### Records
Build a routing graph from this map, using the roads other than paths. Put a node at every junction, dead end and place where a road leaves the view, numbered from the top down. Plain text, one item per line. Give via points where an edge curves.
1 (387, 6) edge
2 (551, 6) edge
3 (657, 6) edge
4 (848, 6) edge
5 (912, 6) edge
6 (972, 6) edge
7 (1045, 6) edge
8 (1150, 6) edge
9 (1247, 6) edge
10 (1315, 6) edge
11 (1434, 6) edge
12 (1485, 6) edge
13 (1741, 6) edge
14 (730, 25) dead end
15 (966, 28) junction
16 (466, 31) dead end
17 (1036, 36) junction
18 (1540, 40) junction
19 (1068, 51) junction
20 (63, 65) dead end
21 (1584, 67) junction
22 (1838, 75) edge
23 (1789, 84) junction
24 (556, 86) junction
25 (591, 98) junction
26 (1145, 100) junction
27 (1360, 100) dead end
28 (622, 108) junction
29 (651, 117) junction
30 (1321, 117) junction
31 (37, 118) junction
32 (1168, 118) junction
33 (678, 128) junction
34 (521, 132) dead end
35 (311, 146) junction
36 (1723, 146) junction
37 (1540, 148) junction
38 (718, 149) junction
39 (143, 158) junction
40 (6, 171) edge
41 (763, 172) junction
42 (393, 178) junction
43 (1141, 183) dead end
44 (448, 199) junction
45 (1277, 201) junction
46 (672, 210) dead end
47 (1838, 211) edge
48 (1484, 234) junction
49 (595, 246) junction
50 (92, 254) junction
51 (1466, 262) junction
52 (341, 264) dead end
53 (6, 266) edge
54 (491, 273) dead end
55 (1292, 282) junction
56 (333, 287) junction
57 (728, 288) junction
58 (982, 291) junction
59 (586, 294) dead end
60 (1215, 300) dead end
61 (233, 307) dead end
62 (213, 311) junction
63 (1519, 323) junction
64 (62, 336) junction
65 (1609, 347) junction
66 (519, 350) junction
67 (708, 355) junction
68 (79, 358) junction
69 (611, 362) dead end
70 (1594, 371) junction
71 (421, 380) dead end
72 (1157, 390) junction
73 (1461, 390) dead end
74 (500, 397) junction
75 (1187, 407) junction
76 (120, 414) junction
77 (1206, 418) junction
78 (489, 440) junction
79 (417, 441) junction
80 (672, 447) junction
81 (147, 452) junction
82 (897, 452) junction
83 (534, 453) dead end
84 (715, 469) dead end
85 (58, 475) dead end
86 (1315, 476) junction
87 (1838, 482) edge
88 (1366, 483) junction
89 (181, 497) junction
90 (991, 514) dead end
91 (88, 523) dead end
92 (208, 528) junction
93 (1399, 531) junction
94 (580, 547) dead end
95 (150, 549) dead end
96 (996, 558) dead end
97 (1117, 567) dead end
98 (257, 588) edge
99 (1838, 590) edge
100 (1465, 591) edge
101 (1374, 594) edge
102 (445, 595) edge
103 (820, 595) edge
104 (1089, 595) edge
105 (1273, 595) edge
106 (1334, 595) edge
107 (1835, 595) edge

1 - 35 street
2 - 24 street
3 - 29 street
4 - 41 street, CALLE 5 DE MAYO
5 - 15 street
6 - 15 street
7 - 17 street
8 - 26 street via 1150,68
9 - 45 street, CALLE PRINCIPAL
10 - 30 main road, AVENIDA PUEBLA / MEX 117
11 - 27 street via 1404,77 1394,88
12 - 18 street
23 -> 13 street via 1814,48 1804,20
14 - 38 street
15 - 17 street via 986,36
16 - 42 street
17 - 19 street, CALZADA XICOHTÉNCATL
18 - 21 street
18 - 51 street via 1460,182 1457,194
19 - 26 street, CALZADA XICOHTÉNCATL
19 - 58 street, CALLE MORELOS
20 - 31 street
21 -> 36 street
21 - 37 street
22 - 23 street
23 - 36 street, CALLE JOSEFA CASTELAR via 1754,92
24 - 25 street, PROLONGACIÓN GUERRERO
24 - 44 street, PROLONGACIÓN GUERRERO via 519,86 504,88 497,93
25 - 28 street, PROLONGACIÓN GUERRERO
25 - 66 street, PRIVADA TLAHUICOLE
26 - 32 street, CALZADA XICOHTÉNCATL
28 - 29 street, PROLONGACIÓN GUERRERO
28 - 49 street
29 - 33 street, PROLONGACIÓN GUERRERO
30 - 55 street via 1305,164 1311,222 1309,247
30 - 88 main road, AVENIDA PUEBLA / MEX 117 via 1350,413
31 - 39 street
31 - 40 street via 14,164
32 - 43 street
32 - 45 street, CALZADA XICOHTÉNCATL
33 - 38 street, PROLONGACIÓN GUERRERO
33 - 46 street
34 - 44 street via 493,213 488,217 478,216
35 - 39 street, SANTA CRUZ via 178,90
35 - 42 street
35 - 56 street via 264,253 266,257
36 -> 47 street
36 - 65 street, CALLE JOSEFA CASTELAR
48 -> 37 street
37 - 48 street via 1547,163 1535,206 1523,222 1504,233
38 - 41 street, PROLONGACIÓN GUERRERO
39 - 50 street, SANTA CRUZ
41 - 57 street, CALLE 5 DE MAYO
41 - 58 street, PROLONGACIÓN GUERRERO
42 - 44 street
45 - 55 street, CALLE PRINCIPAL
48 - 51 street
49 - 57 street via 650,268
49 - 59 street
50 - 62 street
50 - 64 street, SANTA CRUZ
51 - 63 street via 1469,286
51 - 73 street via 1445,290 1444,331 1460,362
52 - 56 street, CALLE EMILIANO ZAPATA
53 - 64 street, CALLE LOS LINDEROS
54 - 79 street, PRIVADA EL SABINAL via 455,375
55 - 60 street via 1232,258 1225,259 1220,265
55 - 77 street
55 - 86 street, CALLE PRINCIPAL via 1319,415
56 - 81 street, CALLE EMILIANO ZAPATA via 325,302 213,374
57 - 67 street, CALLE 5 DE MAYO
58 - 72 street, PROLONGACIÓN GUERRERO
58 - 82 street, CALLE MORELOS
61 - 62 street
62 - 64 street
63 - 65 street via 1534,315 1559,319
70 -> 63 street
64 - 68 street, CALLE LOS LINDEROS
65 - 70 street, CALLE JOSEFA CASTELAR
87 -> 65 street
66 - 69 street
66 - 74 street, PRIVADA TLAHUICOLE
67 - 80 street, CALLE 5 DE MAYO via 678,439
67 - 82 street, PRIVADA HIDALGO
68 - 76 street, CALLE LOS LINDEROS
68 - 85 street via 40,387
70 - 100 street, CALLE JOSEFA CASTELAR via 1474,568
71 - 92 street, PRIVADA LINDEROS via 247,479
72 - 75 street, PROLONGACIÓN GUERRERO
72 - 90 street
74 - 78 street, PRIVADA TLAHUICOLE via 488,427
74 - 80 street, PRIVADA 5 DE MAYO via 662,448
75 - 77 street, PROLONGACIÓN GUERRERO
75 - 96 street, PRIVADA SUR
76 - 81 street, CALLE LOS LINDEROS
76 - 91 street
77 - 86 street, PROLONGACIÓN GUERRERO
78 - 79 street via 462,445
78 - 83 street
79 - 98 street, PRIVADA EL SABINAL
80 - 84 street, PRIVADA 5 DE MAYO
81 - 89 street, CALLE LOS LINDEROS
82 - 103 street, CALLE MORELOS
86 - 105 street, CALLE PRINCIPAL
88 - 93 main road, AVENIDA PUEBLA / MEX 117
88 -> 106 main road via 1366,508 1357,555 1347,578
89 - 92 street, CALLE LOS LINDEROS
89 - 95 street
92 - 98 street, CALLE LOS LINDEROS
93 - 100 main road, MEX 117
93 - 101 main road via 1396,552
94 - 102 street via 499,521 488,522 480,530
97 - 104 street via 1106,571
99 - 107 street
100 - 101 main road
######
Among the records, find each line where the word "TLAHUICOLE" occurs, and copy it.

25 - 66 street, PRIVADA TLAHUICOLE
66 - 74 street, PRIVADA TLAHUICOLE
74 - 78 street, PRIVADA TLAHUICOLE via 488,427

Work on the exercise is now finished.